Exercise requirements:
Every line of the listing is to be printed again exactly.
--- START ---
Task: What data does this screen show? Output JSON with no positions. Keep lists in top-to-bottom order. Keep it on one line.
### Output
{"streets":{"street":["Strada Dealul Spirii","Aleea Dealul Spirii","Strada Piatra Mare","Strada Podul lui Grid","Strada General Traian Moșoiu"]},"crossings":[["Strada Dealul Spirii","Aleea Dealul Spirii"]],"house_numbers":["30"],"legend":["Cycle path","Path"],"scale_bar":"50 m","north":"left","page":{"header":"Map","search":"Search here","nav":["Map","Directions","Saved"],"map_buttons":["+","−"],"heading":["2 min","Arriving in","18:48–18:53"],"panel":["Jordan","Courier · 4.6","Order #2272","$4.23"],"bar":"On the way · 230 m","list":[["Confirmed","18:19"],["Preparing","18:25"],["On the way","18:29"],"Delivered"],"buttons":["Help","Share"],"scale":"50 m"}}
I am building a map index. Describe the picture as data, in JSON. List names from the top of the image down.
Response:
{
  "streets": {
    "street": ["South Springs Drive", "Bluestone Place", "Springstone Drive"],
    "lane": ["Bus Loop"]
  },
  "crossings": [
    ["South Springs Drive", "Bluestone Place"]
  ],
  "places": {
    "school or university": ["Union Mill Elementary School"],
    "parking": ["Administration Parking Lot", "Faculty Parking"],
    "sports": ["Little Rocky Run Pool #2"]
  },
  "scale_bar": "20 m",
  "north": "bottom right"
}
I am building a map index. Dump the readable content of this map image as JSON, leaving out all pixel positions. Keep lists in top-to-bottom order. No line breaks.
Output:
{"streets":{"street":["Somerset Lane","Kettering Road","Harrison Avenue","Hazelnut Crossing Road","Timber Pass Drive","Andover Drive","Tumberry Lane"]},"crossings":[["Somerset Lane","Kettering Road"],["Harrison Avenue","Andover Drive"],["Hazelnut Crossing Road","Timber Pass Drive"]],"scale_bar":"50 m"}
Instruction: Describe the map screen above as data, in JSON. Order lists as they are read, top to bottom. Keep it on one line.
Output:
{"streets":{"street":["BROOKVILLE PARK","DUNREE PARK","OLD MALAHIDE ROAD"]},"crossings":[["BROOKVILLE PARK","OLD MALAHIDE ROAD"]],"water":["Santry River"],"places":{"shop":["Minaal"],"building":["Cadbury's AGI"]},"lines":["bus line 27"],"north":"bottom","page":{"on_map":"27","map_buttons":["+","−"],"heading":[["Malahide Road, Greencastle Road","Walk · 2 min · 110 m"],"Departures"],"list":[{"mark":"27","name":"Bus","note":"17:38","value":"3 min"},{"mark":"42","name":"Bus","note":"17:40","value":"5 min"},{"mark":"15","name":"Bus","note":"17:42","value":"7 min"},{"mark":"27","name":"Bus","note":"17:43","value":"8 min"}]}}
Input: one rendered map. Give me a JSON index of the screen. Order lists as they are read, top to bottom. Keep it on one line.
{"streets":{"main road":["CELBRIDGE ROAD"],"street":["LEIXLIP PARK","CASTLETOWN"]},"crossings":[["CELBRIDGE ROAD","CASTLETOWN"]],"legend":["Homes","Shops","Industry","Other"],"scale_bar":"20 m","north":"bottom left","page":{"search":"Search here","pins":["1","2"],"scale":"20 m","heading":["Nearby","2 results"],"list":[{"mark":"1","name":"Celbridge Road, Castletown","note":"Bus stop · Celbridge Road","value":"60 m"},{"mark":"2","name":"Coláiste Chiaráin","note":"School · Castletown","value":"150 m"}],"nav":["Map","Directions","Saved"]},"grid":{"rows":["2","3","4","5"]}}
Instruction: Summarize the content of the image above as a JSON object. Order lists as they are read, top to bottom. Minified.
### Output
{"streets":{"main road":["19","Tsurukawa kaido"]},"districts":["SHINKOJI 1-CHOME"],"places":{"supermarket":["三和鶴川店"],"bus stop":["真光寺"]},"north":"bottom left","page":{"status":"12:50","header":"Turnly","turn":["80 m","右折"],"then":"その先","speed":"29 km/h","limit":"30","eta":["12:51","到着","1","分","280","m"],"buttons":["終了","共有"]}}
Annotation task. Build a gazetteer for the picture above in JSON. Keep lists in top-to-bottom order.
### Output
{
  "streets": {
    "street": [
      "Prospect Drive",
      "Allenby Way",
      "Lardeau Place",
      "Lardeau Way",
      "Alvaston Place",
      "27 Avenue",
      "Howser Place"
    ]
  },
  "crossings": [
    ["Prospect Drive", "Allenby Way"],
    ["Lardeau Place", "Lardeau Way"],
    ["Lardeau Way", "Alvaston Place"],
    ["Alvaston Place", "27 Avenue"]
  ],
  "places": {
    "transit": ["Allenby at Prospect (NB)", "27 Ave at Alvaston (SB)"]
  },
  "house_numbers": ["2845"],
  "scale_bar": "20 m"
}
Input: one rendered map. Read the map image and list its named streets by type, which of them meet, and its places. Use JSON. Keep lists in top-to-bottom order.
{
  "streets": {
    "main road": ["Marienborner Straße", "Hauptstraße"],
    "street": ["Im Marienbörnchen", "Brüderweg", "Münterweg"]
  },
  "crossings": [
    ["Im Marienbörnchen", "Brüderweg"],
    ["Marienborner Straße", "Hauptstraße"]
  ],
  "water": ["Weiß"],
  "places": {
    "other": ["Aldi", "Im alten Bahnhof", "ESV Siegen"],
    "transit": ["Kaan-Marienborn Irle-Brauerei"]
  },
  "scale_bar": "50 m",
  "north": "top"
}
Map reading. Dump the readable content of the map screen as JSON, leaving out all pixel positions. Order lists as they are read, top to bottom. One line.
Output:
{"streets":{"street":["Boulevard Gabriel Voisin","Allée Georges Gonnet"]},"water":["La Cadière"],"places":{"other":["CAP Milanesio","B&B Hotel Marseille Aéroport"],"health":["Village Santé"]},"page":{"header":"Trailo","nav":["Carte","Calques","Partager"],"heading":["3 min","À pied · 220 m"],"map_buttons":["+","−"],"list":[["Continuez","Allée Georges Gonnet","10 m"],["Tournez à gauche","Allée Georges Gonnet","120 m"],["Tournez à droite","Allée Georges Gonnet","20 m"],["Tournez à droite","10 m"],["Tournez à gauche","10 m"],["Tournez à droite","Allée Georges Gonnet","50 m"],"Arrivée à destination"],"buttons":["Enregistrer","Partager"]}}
--- END ---
Answer for the task:
Task: What data does this screen show? Output JSON with no positions. Keep lists in top-to-bottom order. Keep it on one line.
### Output
{"streets":{"street":["Strada Dealul Spirii","Aleea Dealul Spirii","Strada Piatra Mare","Strada Podul lui Grid","Strada General Traian Moșoiu"]},"crossings":[["Strada Dealul Spirii","Aleea Dealul Spirii"]],"house_numbers":["30"],"legend":["Cycle path","Path"],"scale_bar":"50 m","north":"left","page":{"header":"Map","search":"Search here","nav":["Map","Directions","Saved"],"map_buttons":["+","−"],"heading":["2 min","Arriving in","18:48–18:53"],"panel":["Jordan","Courier · 4.6","Order #2272","$4.23"],"bar":"On the way · 230 m","list":[["Confirmed","18:19"],["Preparing","18:25"],["On the way","18:29"],"Delivered"],"buttons":["Help","Share"],"scale":"50 m"}}
I am building a map index. Describe the picture as data, in JSON. List names from the top of the image down.
Response:
{
  "streets": {
    "street": ["South Springs Drive", "Bluestone Place", "Springstone Drive"],
    "lane": ["Bus Loop"]
  },
  "crossings": [
    ["South Springs Drive", "Bluestone Place"]
  ],
  "places": {
    "school or university": ["Union Mill Elementary School"],
    "parking": ["Administration Parking Lot", "Faculty Parking"],
    "sports": ["Little Rocky Run Pool #2"]
  },
  "scale_bar": "20 m",
  "north": "bottom right"
}
I am building a map index. Dump the readable content of this map image as JSON, leaving out all pixel positions. Keep lists in top-to-bottom order. No line breaks.
Output:
{"streets":{"street":["Somerset Lane","Kettering Road","Harrison Avenue","Hazelnut Crossing Road","Timber Pass Drive","Andover Drive","Tumberry Lane"]},"crossings":[["Somerset Lane","Kettering Road"],["Harrison Avenue","Andover Drive"],["Hazelnut Crossing Road","Timber Pass Drive"]],"scale_bar":"50 m"}
Instruction: Describe the map screen above as data, in JSON. Order lists as they are read, top to bottom. Keep it on one line.
Output:
{"streets":{"street":["BROOKVILLE PARK","DUNREE PARK","OLD MALAHIDE ROAD"]},"crossings":[["BROOKVILLE PARK","OLD MALAHIDE ROAD"]],"water":["Santry River"],"places":{"shop":["Minaal"],"building":["Cadbury's AGI"]},"lines":["bus line 27"],"north":"bottom","page":{"on_map":"27","map_buttons":["+","−"],"heading":[["Malahide Road, Greencastle Road","Walk · 2 min · 110 m"],"Departures"],"list":[{"mark":"27","name":"Bus","note":"17:38","value":"3 min"},{"mark":"42","name":"Bus","note":"17:40","value":"5 min"},{"mark":"15","name":"Bus","note":"17:42","value":"7 min"},{"mark":"27","name":"Bus","note":"17:43","value":"8 min"}]}}
Input: one rendered map. Give me a JSON index of the screen. Order lists as they are read, top to bottom. Keep it on one line.
{"streets":{"main road":["CELBRIDGE ROAD"],"street":["LEIXLIP PARK","CASTLETOWN"]},"crossings":[["CELBRIDGE ROAD","CASTLETOWN"]],"legend":["Homes","Shops","Industry","Other"],"scale_bar":"20 m","north":"bottom left","page":{"search":"Search here","pins":["1","2"],"scale":"20 m","heading":["Nearby","2 results"],"list":[{"mark":"1","name":"Celbridge Road, Castletown","note":"Bus stop · Celbridge Road","value":"60 m"},{"mark":"2","name":"Coláiste Chiaráin","note":"School · Castletown","value":"150 m"}],"nav":["Map","Directions","Saved"]},"grid":{"rows":["2","3","4","5"]}}
Instruction: Summarize the content of the image above as a JSON object. Order lists as they are read, top to bottom. Minified.
### Output
{"streets":{"main road":["19","Tsurukawa kaido"]},"districts":["SHINKOJI 1-CHOME"],"places":{"supermarket":["三和鶴川店"],"bus stop":["真光寺"]},"north":"bottom left","page":{"status":"12:50","header":"Turnly","turn":["80 m","右折"],"then":"その先","speed":"29 km/h","limit":"30","eta":["12:51","到着","1","分","280","m"],"buttons":["終了","共有"]}}
Annotation task. Build a gazetteer for the picture above in JSON. Keep lists in top-to-bottom order.
### Output
{
  "streets": {
    "street": [
      "Prospect Drive",
      "Allenby Way",
      "Lardeau Place",
      "Lardeau Way",
      "Alvaston Place",
      "27 Avenue",
      "Howser Place"
    ]
  },
  "crossings": [
    ["Prospect Drive", "Allenby Way"],
    ["Lardeau Place", "Lardeau Way"],
    ["Lardeau Way", "Alvaston Place"],
    ["Alvaston Place", "27 Avenue"]
  ],
  "places": {
    "transit": ["Allenby at Prospect (NB)", "27 Ave at Alvaston (SB)"]
  },
  "house_numbers": ["2845"],
  "scale_bar": "20 m"
}
Input: one rendered map. Read the map image and list its named streets by type, which of them meet, and its places. Use JSON. Keep lists in top-to-bottom order.
{
  "streets": {
    "main road": ["Marienborner Straße", "Hauptstraße"],
    "street": ["Im Marienbörnchen", "Brüderweg", "Münterweg"]
  },
  "crossings": [
    ["Im Marienbörnchen", "Brüderweg"],
    ["Marienborner Straße", "Hauptstraße"]
  ],
  "water": ["Weiß"],
  "places": {
    "other": ["Aldi", "Im alten Bahnhof", "ESV Siegen"],
    "transit": ["Kaan-Marienborn Irle-Brauerei"]
  },
  "scale_bar": "50 m",
  "north": "top"
}
Map reading. Dump the readable content of the map screen as JSON, leaving out all pixel positions. Order lists as they are read, top to bottom. One line.
Output:
{"streets":{"street":["Boulevard Gabriel Voisin","Allée Georges Gonnet"]},"water":["La Cadière"],"places":{"other":["CAP Milanesio","B&B Hotel Marseille Aéroport"],"health":["Village Santé"]},"page":{"header":"Trailo","nav":["Carte","Calques","Partager"],"heading":["3 min","À pied · 220 m"],"map_buttons":["+","−"],"list":[["Continuez","Allée Georges Gonnet","10 m"],["Tournez à gauche","Allée Georges Gonnet","120 m"],["Tournez à droite","Allée Georges Gonnet","20 m"],["Tournez à droite","10 m"],["Tournez à gauche","10 m"],["Tournez à droite","Allée Georges Gonnet","50 m"],"Arrivée à destination"],"buttons":["Enregistrer","Partager"]}}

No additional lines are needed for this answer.